> **Brief**: Unless a line falls after the one with "x r add y moveto", retype it exactly from the records below; leave out all pictures.

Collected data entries
■ ■ ■
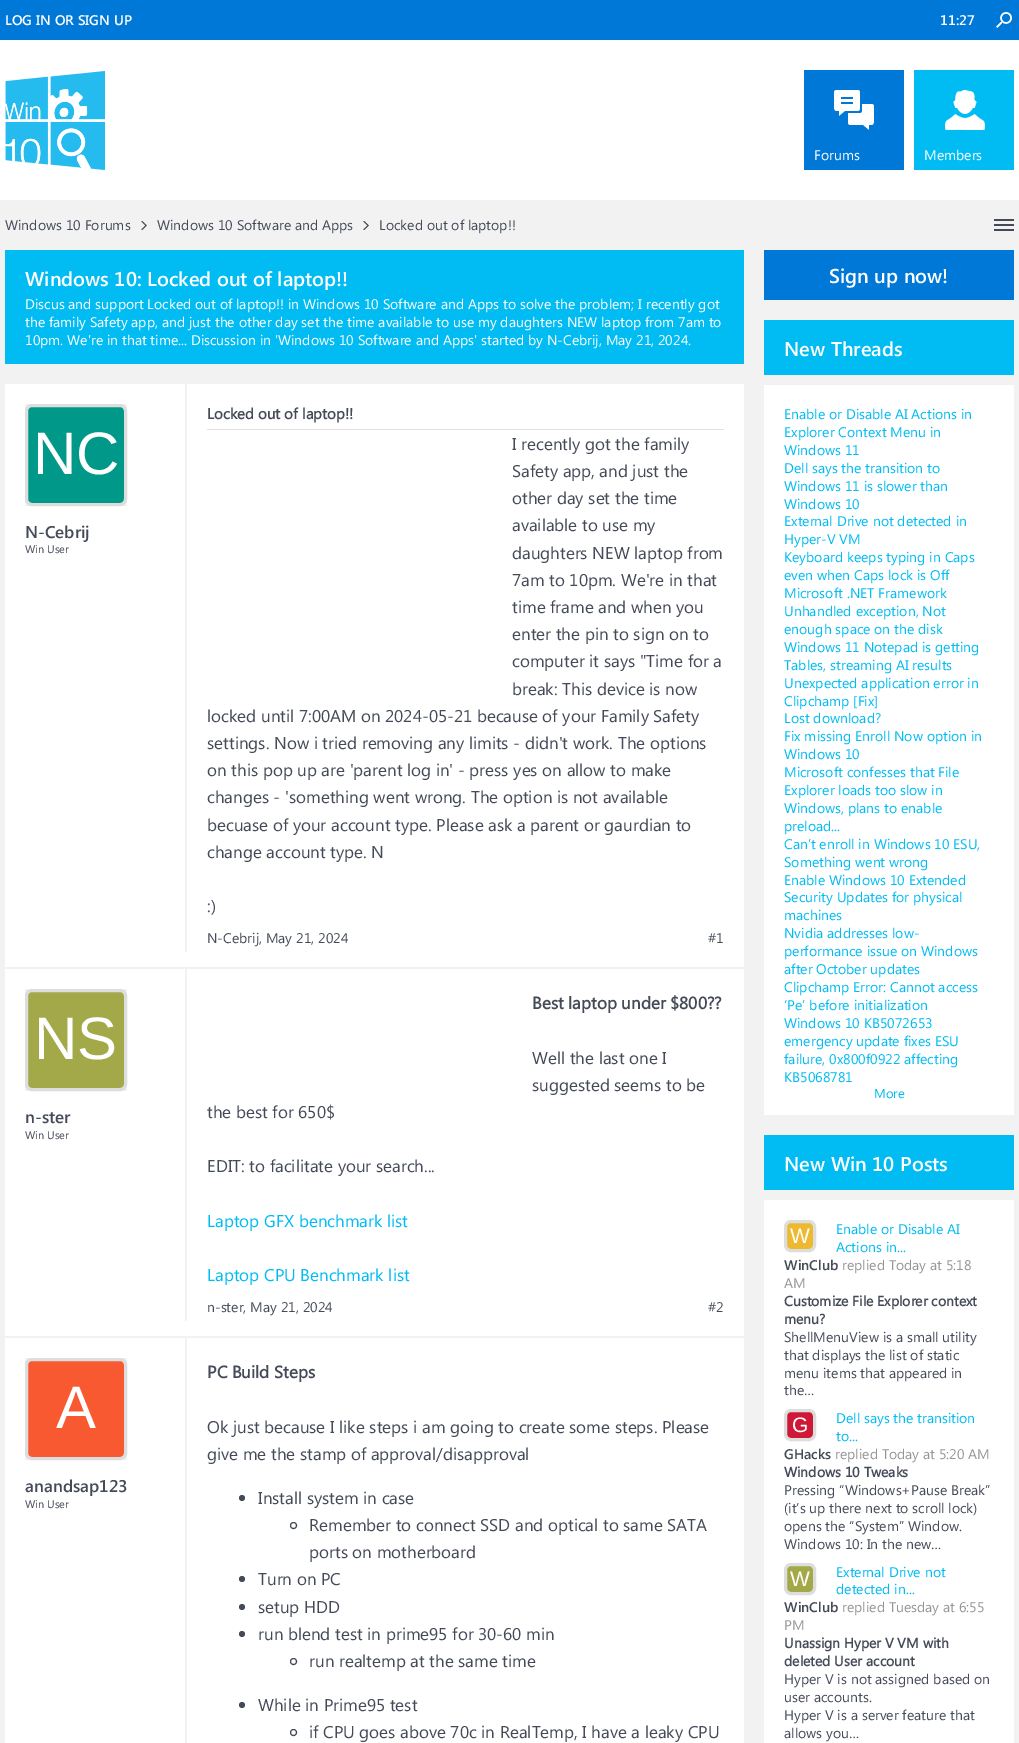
%!PS-Adobe-3.0
%%BoundingBox: 0 0 1019 1743
%%LanguageLevel: 3
%%Pages: 1
%%EndComments
%%BeginProlog
/setink { 3 { 255 div 3 1 roll } repeat setrgbcolor } def
/usefont { [ exch dup neg 0 0 3 -1 roll 0 0 ] selectfont } def
/drawtext { setink usefont moveto show } def
/fillbox { setink rectfill } def
/disc { newpath 0 360 arc closepath } def
/rrect { 5 dict begin { /r /h /w /y /x } { exch def } forall
  x r add y moveto x w add y 2 copy h add r arct x w add y h add x 1 index r arct
  x y h add x y r arct x y 2 copy exch w add exch r arct closepath end } def
/drawimage { 5 dict begin { /h /w /y /x /name } { exch def } forall
  gsave x y translate w h scale
  w h 8 [w 0 0 h 0 0] name (r) file false 3 colorimage grestore end } def
%%EndProlog
%%BeginSetup
<< /PageSize [1019 1743] >> setpagedevice
%%EndSetup
%%Page: 1 1
0 1743 translate 1 -1 scale
4 setmiterlimit
0 0 1019 1743 242 242 243 fillbox
0 0 1019 40 0 120 215 fillbox
(LOG IN OR SIGN UP) 5 25 /SegoeUI-SemiBold 14 255 255 255 drawtext
(11:27) 940 25 /SegoeUI-SemiBold 14 255 255 255 drawtext
(assets/img1.rgb) 996 12 16 16 drawimage
0 40 1019 160 255 255 255 fillbox
(assets/img2.rgb) 5 71 100 99 drawimage
804 70 100 100 0 120 215 fillbox
(assets/img3.rgb) 834 90 40 40 drawimage
(Forums) 814 160 /SegoeUI-Regular 14 255 255 255 drawtext
914 70 100 100 1 188 243 fillbox
(assets/img4.rgb) 945 90 40 40 drawimage
(Members) 924 160 /SegoeUI-Regular 14 255 255 255 drawtext
(Windows 10 Forums) 5 230 /SegoeUI-Regular 14 68 74 88 drawtext
(assets/img5.rgb) 141 221 6 9 drawimage
(Windows 10 Software and Apps) 157 230 /SegoeUI-Regular 14 68 74 88 drawtext
(assets/img5.rgb) 363 221 6 9 drawimage
(Locked out of laptop!!) 379 230 /SegoeUI-Regular 14 68 74 88 drawtext
994 219 20 2 68 74 88 fillbox
994 224 20 2 68 74 88 fillbox
994 229 20 2 68 74 88 fillbox
5 250 739 114 1 188 243 fillbox
(Windows 10:) 25 286 /SegoeUI-SemiBold 20 255 255 255 drawtext
gsave
25 265 699 25 rectclip
(Locked out of laptop!!) 147 286 /SegoeUI-SemiBold 20 255 255 255 drawtext
grestore
(Discus and support Locked out of laptop!! in Windows 10 Software and Apps to solve the problem; I recently got) 25 309 /SegoeUI-Regular 14 255 255 255 drawtext
(the family Safety app, and just the other day set the time available to use my daughters NEW laptop from 7am to) 25 327 /SegoeUI-Regular 14 255 255 255 drawtext
(10pm. We're in that time... Discussion in 'Windows 10 Software and Apps' started by N-Cebrij, May 21, 2024.) 25 345 /SegoeUI-Regular 14 255 255 255 drawtext
5 384 739 583 255 255 255 fillbox
25 404 102 102 242 242 243 fillbox
0 153 137 setink
26.5 405.5 99 99 5.5 rrect gsave fill grestore
221 221 221 setink
3 setlinewidth
stroke
(NC) 33 474 /LiberationSans-Regular 60 255 255 255 drawtext
(N-Cebrij) 25 538 /SegoeUI-SemiBold 17 68 74 88 drawtext
(Win User) 25 553 /SegoeUI-Regular 11 68 74 88 drawtext
185 384 2 568 242 242 243 fillbox
207 429 517 1 226 226 226 fillbox
(Locked out of laptop!!) 207 419 /SegoeUI-Bold 15 68 74 88 drawtext
(I recently got the family) 512 450 /SegoeUI-Regular 17 68 74 88 drawtext
(Safety app, and just the) 512 477 /SegoeUI-Regular 17 68 74 88 drawtext
(other day set the time) 512 504 /SegoeUI-Regular 17 68 74 88 drawtext
(available to use my) 512 531 /SegoeUI-Regular 17 68 74 88 drawtext
(daughters NEW laptop from) 512 559 /SegoeUI-Regular 17 68 74 88 drawtext
(7am to 10pm. We're in that) 512 586 /SegoeUI-Regular 17 68 74 88 drawtext
(time frame and when you) 512 613 /SegoeUI-Regular 17 68 74 88 drawtext
(enter the pin to sign on to) 512 640 /SegoeUI-Regular 17 68 74 88 drawtext
(computer it says "Time for a) 512 667 /SegoeUI-Regular 17 68 74 88 drawtext
(break: This device is now) 512 695 /SegoeUI-Regular 17 68 74 88 drawtext
(locked until 7:00AM on 2024-05-21 because of your Family Safety) 207 722 /SegoeUI-Regular 17 68 74 88 drawtext
(settings. Now i tried removing any limits - didn't work. The options) 207 749 /SegoeUI-Regular 17 68 74 88 drawtext
(on this pop up are 'parent log in' - press yes on allow to make) 207 776 /SegoeUI-Regular 17 68 74 88 drawtext
(changes - 'something went wrong. The option is not available) 207 803 /SegoeUI-Regular 17 68 74 88 drawtext
(becuase of your account type. Please ask a parent or gaurdian to) 207 831 /SegoeUI-Regular 17 68 74 88 drawtext
(change account type. N) 207 858 /SegoeUI-Regular 17 68 74 88 drawtext
(:\)) 207 912 /SegoeUI-Regular 17 68 74 88 drawtext
(N-Cebrij, May 21, 2024) 207 943 /SegoeUI-Regular 14 68 74 88 drawtext
(#1) 708 943 /SegoeUI-Regular 14 68 74 88 drawtext
5 969 739 367 255 255 255 fillbox
25 989 102 102 242 242 243 fillbox
163 169 72 setink
26.5 990.5 99 99 5.5 rrect gsave fill grestore
221 221 221 setink
stroke
(NS) 34 1059 /LiberationSans-Regular 60 255 255 255 drawtext
(n-ster) 25 1123 /SegoeUI-SemiBold 17 68 74 88 drawtext
(Win User) 25 1139 /SegoeUI-Regular 11 68 74 88 drawtext
185 969 2 352 242 242 243 fillbox
(Best laptop under $800??) 532 1009 /SegoeUI-Bold 17 68 74 88 drawtext
(Well the last one I) 532 1064 /SegoeUI-Regular 17 68 74 88 drawtext
(suggested seems to be) 532 1091 /SegoeUI-Regular 17 68 74 88 drawtext
(the best for 650$) 207 1118 /SegoeUI-Regular 17 68 74 88 drawtext
(EDIT: to facilitate your search...) 207 1172 /SegoeUI-Regular 17 68 74 88 drawtext
(Laptop GFX benchmark list) 207 1227 /SegoeUI-Regular 17 1 188 243 drawtext
(Laptop CPU Benchmark list) 207 1281 /SegoeUI-Regular 17 1 188 243 drawtext
(n-ster, May 21, 2024) 207 1312 /SegoeUI-Regular 14 68 74 88 drawtext
(#2) 708 1312 /SegoeUI-Regular 14 68 74 88 drawtext
5 1338 739 405 255 255 255 fillbox
25 1358 102 102 242 242 243 fillbox
248 89 49 setink
26.5 1359.5 99 99 5.5 rrect gsave fill grestore
221 221 221 setink
stroke
(A) 56 1428 /LiberationSans-Regular 60 255 255 255 drawtext
(anandsap123) 25 1492 /SegoeUI-SemiBold 17 68 74 88 drawtext
(Win User) 25 1508 /SegoeUI-Regular 11 68 74 88 drawtext
185 1338 2 405 242 242 243 fillbox
(PC Build Steps) 207 1378 /SegoeUI-Bold 17 68 74 88 drawtext
(Ok just because I like steps i am going to create some steps. Please) 207 1433 /SegoeUI-Regular 17 68 74 88 drawtext
(give me the stamp of approval/disapproval) 207 1460 /SegoeUI-Regular 17 68 74 88 drawtext
242 1498 3 disc fill
(Install system in case) 258 1504 /SegoeUI-Regular 17 68 74 88 drawtext
1 setlinewidth
293.5 1525.5 3 disc stroke
(Remember to connect SSD and optical to same SATA) 309 1531 /SegoeUI-Regular 17 68 74 88 drawtext
(ports on motherboard) 309 1558 /SegoeUI-Regular 17 68 74 88 drawtext
242 1579 3 disc fill
(Turn on PC) 258 1585 /SegoeUI-Regular 17 68 74 88 drawtext
242 1607 3 disc fill
(setup HDD) 258 1613 /SegoeUI-Regular 17 68 74 88 drawtext
242 1634 3 disc fill
(run blend test in prime95 for 30-60 min) 258 1640 /SegoeUI-Regular 17 68 74 88 drawtext
293.5 1661.5 3 disc stroke
(run realtemp at the same time) 309 1667 /SegoeUI-Regular 17 68 74 88 drawtext
242 1705 3 disc fill
(While in Prime95 test) 258 1711 /SegoeUI-Regular 17 68 74 88 drawtext
293.5 1732.5 3 disc stroke
(if CPU goes above 70c in RealTemp, I have a leaky CPU) 309 1738 /SegoeUI-Regular 17 68 74 88 drawtext
764 250 250 50 0 120 215 fillbox
(Sign up now!) 829 283 /SegoeUI-SemiBold 20 255 255 255 drawtext
764 320 250 55 1 188 243 fillbox
(New Threads) 784 356 /SegoeUI-SemiBold 20 255 255 255 drawtext
764 385 250 730 255 255 255 fillbox
(Enable or Disable AI Actions in) 784 419 /SegoeUI-Regular 14 1 188 243 drawtext
(Explorer Context Menu in) 784 437 /SegoeUI-Regular 14 1 188 243 drawtext
(Windows 11) 784 455 /SegoeUI-Regular 14 1 188 243 drawtext
(Dell says the transition to) 784 473 /SegoeUI-Regular 14 1 188 243 drawtext
(Windows 11 is slower than) 784 491 /SegoeUI-Regular 14 1 188 243 drawtext
(Windows 10) 784 509 /SegoeUI-Regular 14 1 188 243 drawtext
(External Drive not detected in) 784 526 /SegoeUI-Regular 14 1 188 243 drawtext
(Hyper-V VM) 784 544 /SegoeUI-Regular 14 1 188 243 drawtext
(Keyboard keeps typing in Caps) 784 562 /SegoeUI-Regular 14 1 188 243 drawtext
(even when Caps lock is Off) 784 580 /SegoeUI-Regular 14 1 188 243 drawtext
(Microsoft .NET Framework) 784 598 /SegoeUI-Regular 14 1 188 243 drawtext
(Unhandled exception, Not) 784 616 /SegoeUI-Regular 14 1 188 243 drawtext
(enough space on the disk) 784 634 /SegoeUI-Regular 14 1 188 243 drawtext
(Windows 11 Notepad is getting) 784 652 /SegoeUI-Regular 14 1 188 243 drawtext
(Tables, streaming AI results) 784 670 /SegoeUI-Regular 14 1 188 243 drawtext
(Unexpected application error in) 784 688 /SegoeUI-Regular 14 1 188 243 drawtext
(Clipchamp [Fix]) 784 706 /SegoeUI-Regular 14 1 188 243 drawtext
(Lost download?) 784 723 /SegoeUI-Regular 14 1 188 243 drawtext
(Fix missing Enroll Now option in) 784 741 /SegoeUI-Regular 14 1 188 243 drawtext
(Windows 10) 784 759 /SegoeUI-Regular 14 1 188 243 drawtext
(Microsoft confesses that File) 784 777 /SegoeUI-Regular 14 1 188 243 drawtext
(Explorer loads too slow in) 784 795 /SegoeUI-Regular 14 1 188 243 drawtext
(Windows, plans to enable) 784 813 /SegoeUI-Regular 14 1 188 243 drawtext
(preload...) 784 831 /SegoeUI-Regular 14 1 188 243 drawtext
(Can’t enroll in Windows 10 ESU,) 784 849 /SegoeUI-Regular 14 1 188 243 drawtext
(Something went wrong) 784 867 /SegoeUI-Regular 14 1 188 243 drawtext
(Enable Windows 10 Extended) 784 885 /SegoeUI-Regular 14 1 188 243 drawtext
(Security Updates for physical) 784 902 /SegoeUI-Regular 14 1 188 243 drawtext
(machines) 784 920 /SegoeUI-Regular 14 1 188 243 drawtext
(Nvidia addresses low-) 784 938 /SegoeUI-Regular 14 1 188 243 drawtext
(performance issue on Windows) 784 956 /SegoeUI-Regular 14 1 188 243 drawtext
(after October updates) 784 974 /SegoeUI-Regular 14 1 188 243 drawtext
(Clipchamp Error: Cannot access) 784 992 /SegoeUI-Regular 14 1 188 243 drawtext
(‘Pe’ before initialization) 784 1010 /SegoeUI-Regular 14 1 188 243 drawtext
(Windows 10 KB5072653) 784 1028 /SegoeUI-Regular 14 1 188 243 drawtext
(emergency update fixes ESU) 784 1046 /SegoeUI-Regular 14 1 188 243 drawtext
(failure, 0x800f0922 affecting) 784 1064 /SegoeUI-Regular 14 1 188 243 drawtext
(KB5068781) 784 1082 /SegoeUI-Regular 14 1 188 243 drawtext
(More) 874 1098 /SegoeUI-Regular 13 1 188 243 drawtext
764 1135 250 55 1 188 243 fillbox
(New Win 10 Posts) 784 1171 /SegoeUI-SemiBold 20 255 255 255 drawtext
764 1200 250 543 255 255 255 fillbox
237 185 46 setink
785.5 1221.5 29 29 5.5 rrect gsave fill grestore
221 221 221 setink
3 setlinewidth
stroke
(W) 790 1243 /LiberationSans-Regular 21 255 255 255 drawtext
(Enable or Disable AI) 836 1234 /SegoeUI-Regular 14 1 188 243 drawtext
(Actions in...) 836 1252 /SegoeUI-Regular 14 1 188 243 drawtext
(WinClub) 784 1270 /SegoeUI-SemiBold 14 68 74 88 drawtext
(replied Today at 5:18) 842 1270 /SegoeUI-Regular 14 150 150 150 drawtext
(AM) 784 1288 /SegoeUI-Regular 14 150 150 150 drawtext
(Customize File Explorer context) 784 1306 /SegoeUI-Bold 14 68 74 88 drawtext
(menu?) 784 1324 /SegoeUI-Bold 14 68 74 88 drawtext
(ShellMenuView is a small utility) 784 1342 /SegoeUI-Regular 14 68 74 88 drawtext
(that displays the list of static) 784 1360 /SegoeUI-Regular 14 68 74 88 drawtext
(menu items that appeared in) 784 1378 /SegoeUI-Regular 14 68 74 88 drawtext
(the…) 784 1395 /SegoeUI-Regular 14 68 74 88 drawtext
206 24 54 setink
785.5 1410.5 29 29 5.5 rrect gsave fill grestore
221 221 221 setink
stroke
(G) 792 1432 /LiberationSans-Regular 21 255 255 255 drawtext
(Dell says the transition) 836 1423 /SegoeUI-Regular 14 1 188 243 drawtext
(to...) 836 1441 /SegoeUI-Regular 14 1 188 243 drawtext
(GHacks) 784 1459 /SegoeUI-SemiBold 14 68 74 88 drawtext
(replied Today at 5:20 AM) 835 1459 /SegoeUI-Regular 14 150 150 150 drawtext
(Windows 10 Tweaks) 784 1477 /SegoeUI-Bold 14 68 74 88 drawtext
(Pressing “Windows+Pause Break”) 784 1495 /SegoeUI-Regular 14 68 74 88 drawtext
(\(it’s up there next to scroll lock\)) 784 1513 /SegoeUI-Regular 14 68 74 88 drawtext
(opens the “System” Window.) 784 1531 /SegoeUI-Regular 14 68 74 88 drawtext
(Windows 10: In the new…) 784 1549 /SegoeUI-Regular 14 68 74 88 drawtext
163 169 72 setink
785.5 1564.5 29 29 5.5 rrect gsave fill grestore
221 221 221 setink
stroke
(W) 790 1586 /LiberationSans-Regular 21 255 255 255 drawtext
(External Drive not) 836 1577 /SegoeUI-Regular 14 1 188 243 drawtext
(detected in...) 836 1594 /SegoeUI-Regular 14 1 188 243 drawtext
(WinClub) 784 1612 /SegoeUI-SemiBold 14 68 74 88 drawtext
(replied Tuesday at 6:55) 842 1612 /SegoeUI-Regular 14 150 150 150 drawtext
(PM) 784 1630 /SegoeUI-Regular 14 150 150 150 drawtext
(Unassign Hyper V VM with) 784 1648 /SegoeUI-Bold 14 68 74 88 drawtext
(deleted User account) 784 1666 /SegoeUI-Bold 14 68 74 88 drawtext
(Hyper V is not assigned based on) 784 1684 /SegoeUI-Regular 14 68 74 88 drawtext
(user accounts.) 784 1702 /SegoeUI-Regular 14 68 74 88 drawtext
(Hyper V is a server feature that) 784 1720 /SegoeUI-Regular 14 68 74 88 drawtext
(allows you…) 784 1738 /SegoeUI-Regular 14 68 74 88 drawtext
showpage
%%EOF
■ ■ ■
> **Response area**:
%!PS-Adobe-3.0
%%BoundingBox: 0 0 1019 1743
%%LanguageLevel: 3
%%Pages: 1
%%EndComments
%%BeginProlog
/setink { 3 { 255 div 3 1 roll } repeat setrgbcolor } def
/usefont { [ exch dup neg 0 0 3 -1 roll 0 0 ] selectfont } def
/drawtext { setink usefont moveto show } def
/fillbox { setink rectfill } def
/disc { newpath 0 360 arc closepath } def
/rrect { 5 dict begin { /r /h /w /y /x } { exch def } forall
  x r add y moveto x w add y 2 copy h add r arct x w add y h add x 1 index r arct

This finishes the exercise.